Journal officiel du 4 décembre 1981, page 3312
Recueil, p. 231
ECLI : FR : CC : 1981 : 81.961.SEN
Les abstracts
- 8. ÉLECTIONS
- 8.4. ÉLECTIONS SÉNATORIALES
- 8.4.3. Campagne électorale - Moyens de propagande
- 8.4.3.1. Affiches
8.4.3.1.2. Contenu
Apposition par des élus d'un parti politique d'une affiche blanche manuscrite à proximité des lieux de vote d'une élection sénatoriale faisant connaître le désistement du candidat de ce parti et incitant ses électeurs à se prononcer en faveur du candidat proclamé élu. Pas d'atteinte à la sincérité du scrutin. L'article L. 48 du code électoral qui réserve à l'administration l'impression d'affiches sur papier blanc concerne les affiches imprimées et non manuscrites. Aucune disposition de ce code n'impose à un candidat, qui se retire, de faire connaître lui-même sa décision.
- 8. ÉLECTIONS
- 8.4. ÉLECTIONS SÉNATORIALES
- 8.4.6. Opérations électorales
- 8.4.6.3. Déroulement du scrutin
8.4.6.3.3. Durée du scrutin
Scrutin sénatorial ouvert avec vingt-cinq minutes de retard en raison de la constitution des bureaux de section de vote. Irrégularité sans influence en l'espèce.
- 8. ÉLECTIONS
- 8.4. ÉLECTIONS SÉNATORIALES
- 8.4.6. Opérations électorales
- 8.4.6.3. Déroulement du scrutin
8.4.6.3.6. Isoloirs
Le fait pour des électeurs de s'abstenir de passer par l'isoloir, dans la mesure où il ne résulte ni de contraintes ni de pressions, ne constitue pas une irrégularité suffisante pour porter atteinte à la sincérité du scrutin.

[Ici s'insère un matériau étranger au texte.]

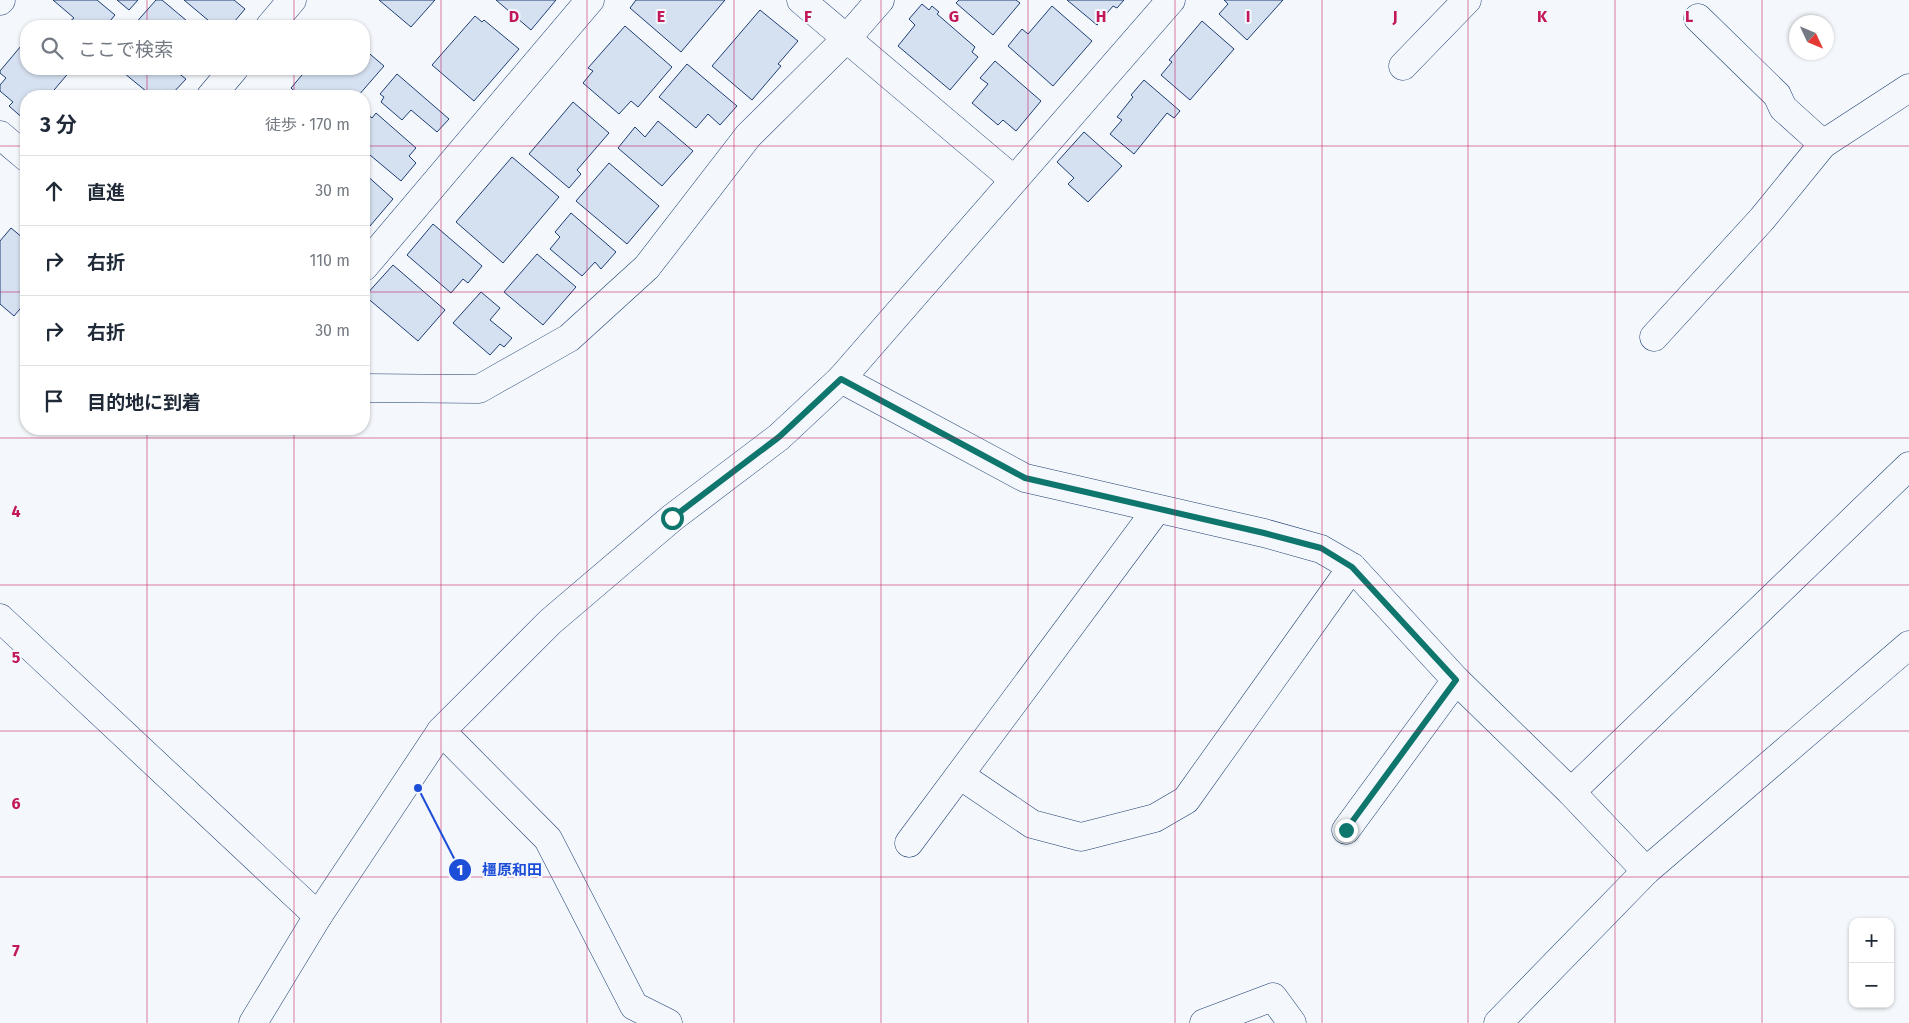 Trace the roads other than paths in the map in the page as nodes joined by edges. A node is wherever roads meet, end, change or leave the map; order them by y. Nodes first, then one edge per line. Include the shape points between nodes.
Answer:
1 (292, 0) edge
2 (590, 0) edge
3 (801, 0) edge
4 (880, 0) edge
5 (1171, 0) edge
6 (1467, 0) edge
7 (1698, 18) dead end
8 (275, 20) edge
9 (847, 38) junction
10 (1403, 66) dead end
11 (229, 75) edge
12 (1909, 88) edge
13 (216, 90) edge
14 (0, 135) edge
15 (1824, 144) junction
16 (20, 152) edge
17 (1014, 180) junction
18 (370, 260) edge
19 (1654, 337) dead end
20 (841, 379) junction
21 (370, 388) edge
22 (1909, 466) edge
23 (1157, 509) junction
24 (1352, 567) junction
25 (0, 618) edge
26 (1909, 645) edge
27 (1456, 680) junction
28 (441, 731) junction
29 (961, 776) junction
30 (1571, 792) junction
31 (1346, 830) dead end
32 (909, 843) dead end
33 (1646, 870) junction
34 (318, 916) junction
35 (253, 1023) edge
36 (668, 1023) edge
37 (1204, 1023) edge
38 (1292, 1023) edge
39 (1498, 1023) edge

1 - 8 street
2 - 18 street
3 - 9 street
4 - 9 street
5 - 17 street
6 - 10 street
7 - 15 street via 1777,95 1783,108
9 - 17 street
9 - 21 street via 748,136 647,267 568,338 479,389
11 - 13 street
12 - 15 street
14 - 16 street
15 - 19 street via 1762,219
17 - 20 street
20 - 23 street via 1025,478
20 - 28 street via 779,437 672,518 550,622
22 - 30 street
23 - 24 street via 1321,548
23 - 29 street
24 - 27 street
24 - 29 street via 1186,800 1155,818 1081,837 1032,824
25 - 34 street
26 - 33 street
27 - 30 street
27 - 31 street
28 - 34 street
28 - 36 street via 548,839 634,1006
29 - 32 street
30 - 33 street
33 - 39 street
34 - 35 street
37 - 38 street via 1273,997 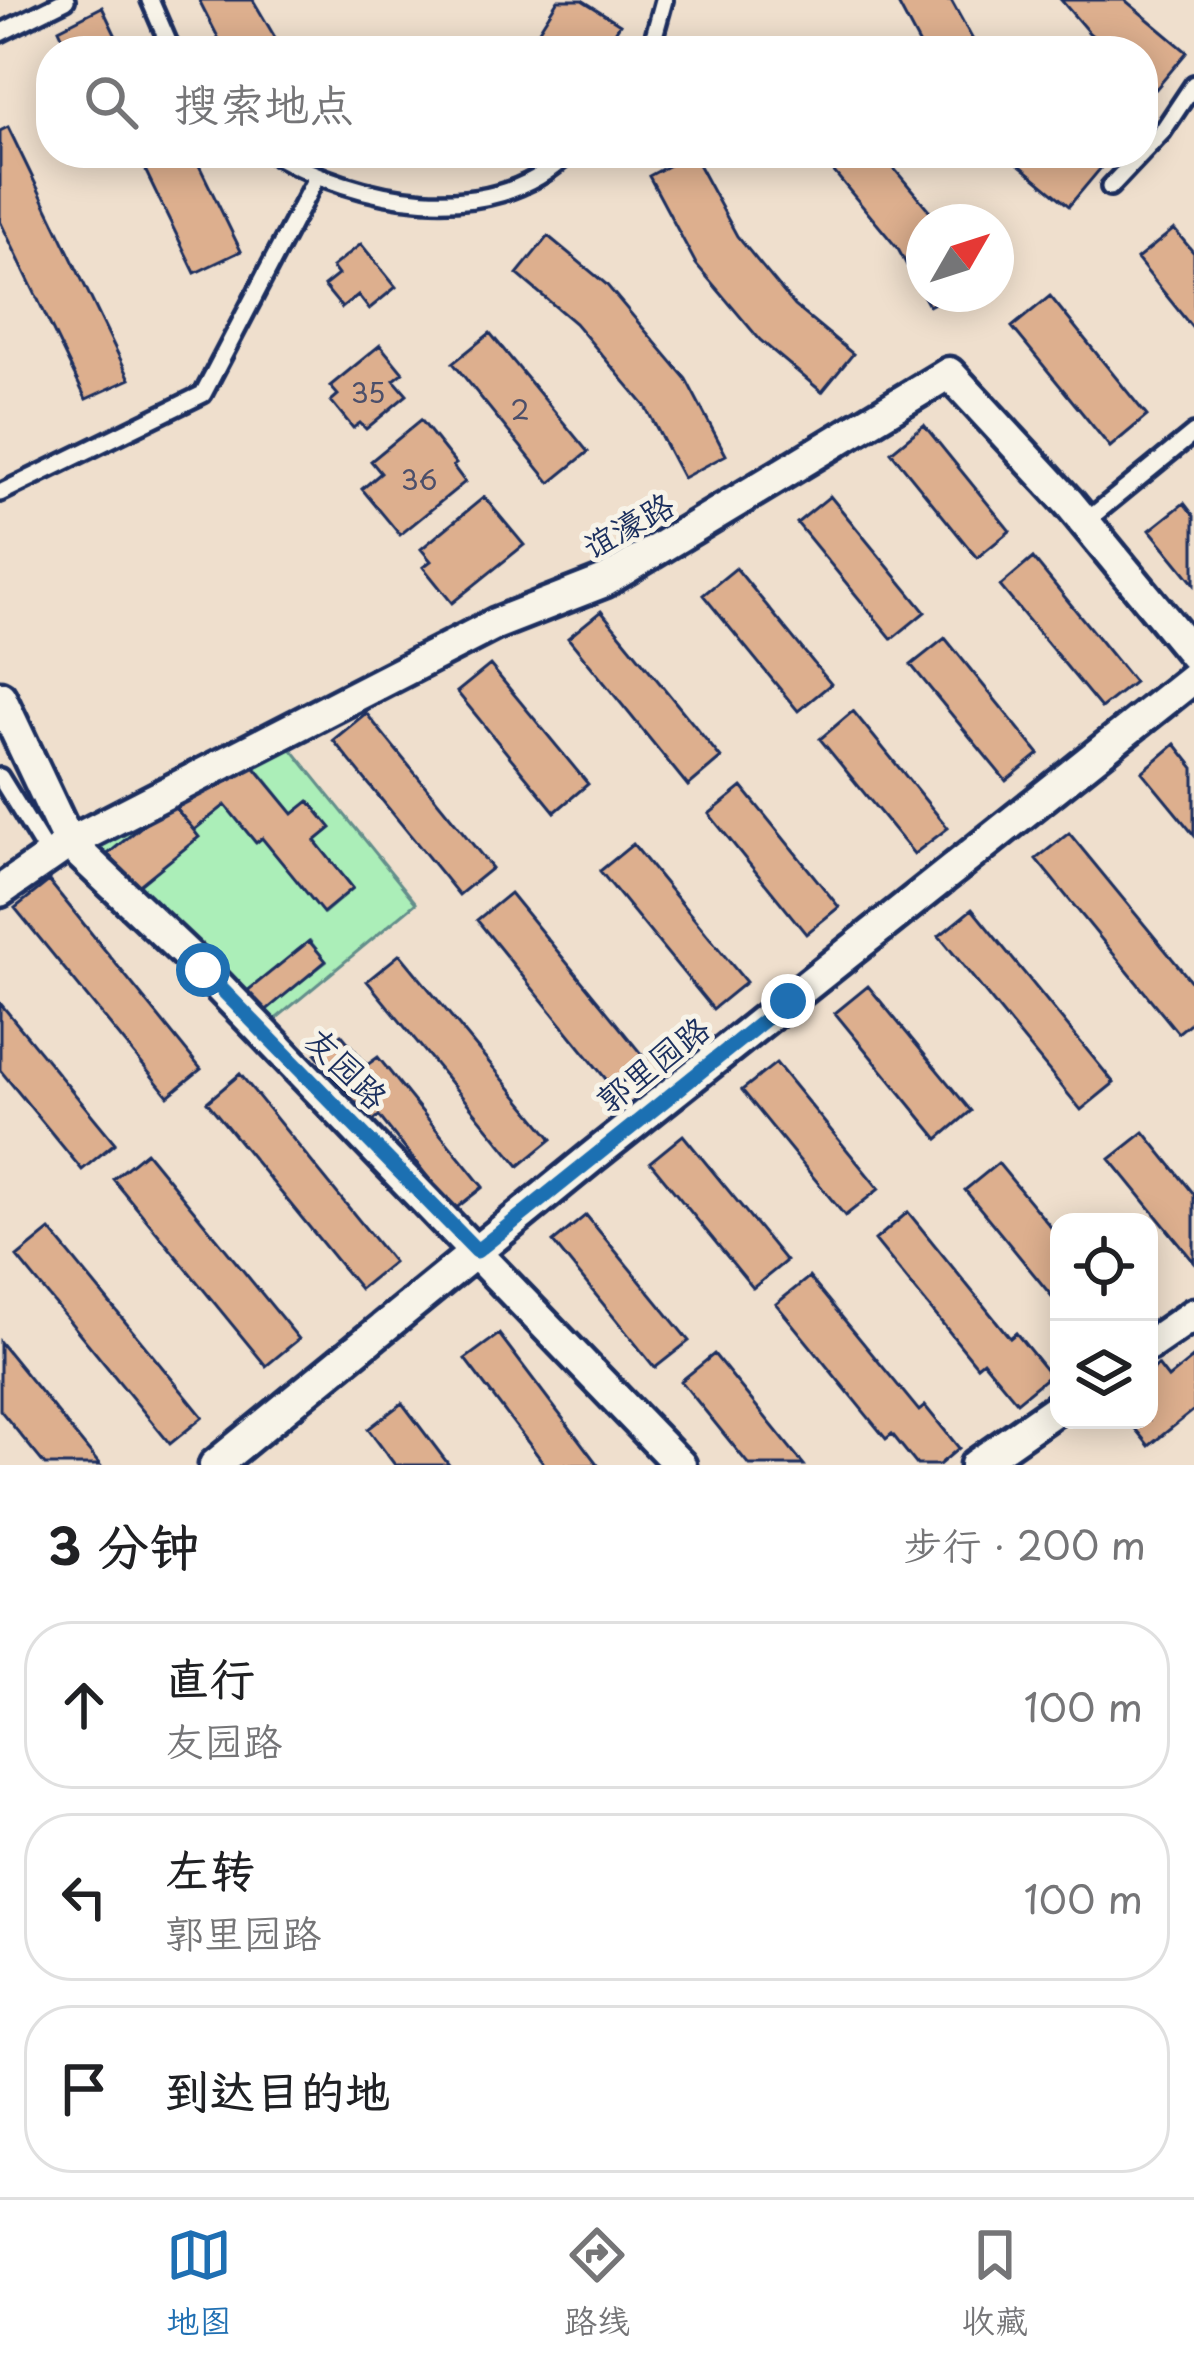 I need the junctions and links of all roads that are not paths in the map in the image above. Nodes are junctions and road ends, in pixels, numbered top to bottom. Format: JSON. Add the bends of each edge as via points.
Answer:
{"nodes":[{"id":1,"x":66,"y":0,"type":"edge"},
{"id":2,"x":150,"y":0,"type":"edge"},
{"id":3,"x":664,"y":0,"type":"edge"},
{"id":4,"x":0,"y":33,"type":"edge"},
{"id":5,"x":166,"y":36,"type":"edge"},
{"id":6,"x":656,"y":36,"type":"edge"},
{"id":7,"x":1194,"y":83,"type":"edge"},
{"id":8,"x":1158,"y":136,"type":"edge"},
{"id":9,"x":298,"y":168,"type":"edge"},
{"id":10,"x":554,"y":168,"type":"edge"},
{"id":11,"x":1128,"y":168,"type":"edge"},
{"id":12,"x":316,"y":178,"type":"junction"},
{"id":13,"x":1110,"y":187,"type":"dead end"},
{"id":14,"x":1194,"y":433,"type":"edge"},
{"id":15,"x":0,"y":493,"type":"edge"},
{"id":16,"x":1085,"y":522,"type":"junction"},
{"id":17,"x":1194,"y":655,"type":"edge"},
{"id":18,"x":1194,"y":677,"type":"edge"},
{"id":19,"x":0,"y":697,"type":"edge"},
{"id":20,"x":0,"y":777,"type":"edge"},
{"id":21,"x":58,"y":849,"type":"junction"},
{"id":22,"x":0,"y":891,"type":"edge"},
{"id":23,"x":477,"y":1251,"type":"junction"},
{"id":24,"x":1194,"y":1314,"type":"edge"},
{"id":25,"x":1158,"y":1339,"type":"edge"},
{"id":26,"x":1050,"y":1413,"type":"edge"},
{"id":27,"x":215,"y":1465,"type":"edge"},
{"id":28,"x":680,"y":1465,"type":"edge"},
{"id":29,"x":976,"y":1465,"type":"edge"}],
"edges":[{"from":1,"to":4,"type":"lane"},
{"from":2,"to":5,"type":"lane"},
{"from":3,"to":6,"type":"lane"},
{"from":7,"to":8,"type":"lane"},
{"from":9,"to":12,"type":"lane"},
{"from":10,"to":12,"type":"lane","via":[[483,200],[371,196]]},
{"from":11,"to":13,"type":"lane"},
{"from":12,"to":15,"type":"lane","via":[[203,394]]},
{"from":14,"to":16,"type":"lane"},
{"from":16,"to":17,"type":"street","name":"谊濠路"},
{"from":16,"to":21,"type":"street","name":"谊濠路","via":[[949,373],[605,581],[495,624]]},
{"from":18,"to":23,"type":"street","name":"郭里园路"},
{"from":19,"to":21,"type":"street","name":"友园路"},
{"from":20,"to":21,"type":"lane"},
{"from":21,"to":22,"type":"street","name":"谊濠路"},
{"from":21,"to":23,"type":"street","name":"友园路","via":[[203,970]]},
{"from":23,"to":27,"type":"street","name":"郭里园路"},
{"from":23,"to":28,"type":"street","name":"友园路"},
{"from":24,"to":25,"type":"street"},
{"from":26,"to":29,"type":"street"}]}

Si, lors du premier tour de scrutin pour l'élection sénatoriale, des électeurs en nombre limité, n'ont pas utilisé l'isoloir, cette irrégularité, qui n'a pas fait l'objet d'observations au procès-verbal, n'a pas été commise sous l'effet de pressions ni de la contrainte et n'a pas, dans les circonstances de l'affaire, altéré la sincérité du scrutin.
C.E., 19 juin 1957, Élections cantonales de Saint-Pierreville, Lebon, p. 403
C.E., 21 février 1968, Commune de La-Fare-en-Champsaur, Lebon, p. 957
C.E., 12 mai 1972, Élections cantonales de Saint-Louis-de-Marie-Galante, Lebon, p. 1093
- 8. ÉLECTIONS
- 8.4. ÉLECTIONS SÉNATORIALES
- 8.4.7. Contentieux - Compétence
- 8.4.7.1. Étendue de la compétence du Conseil constitutionnel
- 8.4.7.1.3. Contrôle des jugements des tribunaux administratifs
8.4.7.1.3.2. Jugement portant sur la composition du collège électoral sénatorial
Contestation de la régularité du tableau des électeurs sénatoriaux. Compétence du tribunal administratif. Grief non recevable s'il est présenté pour la première fois devant le Conseil constitutionnel.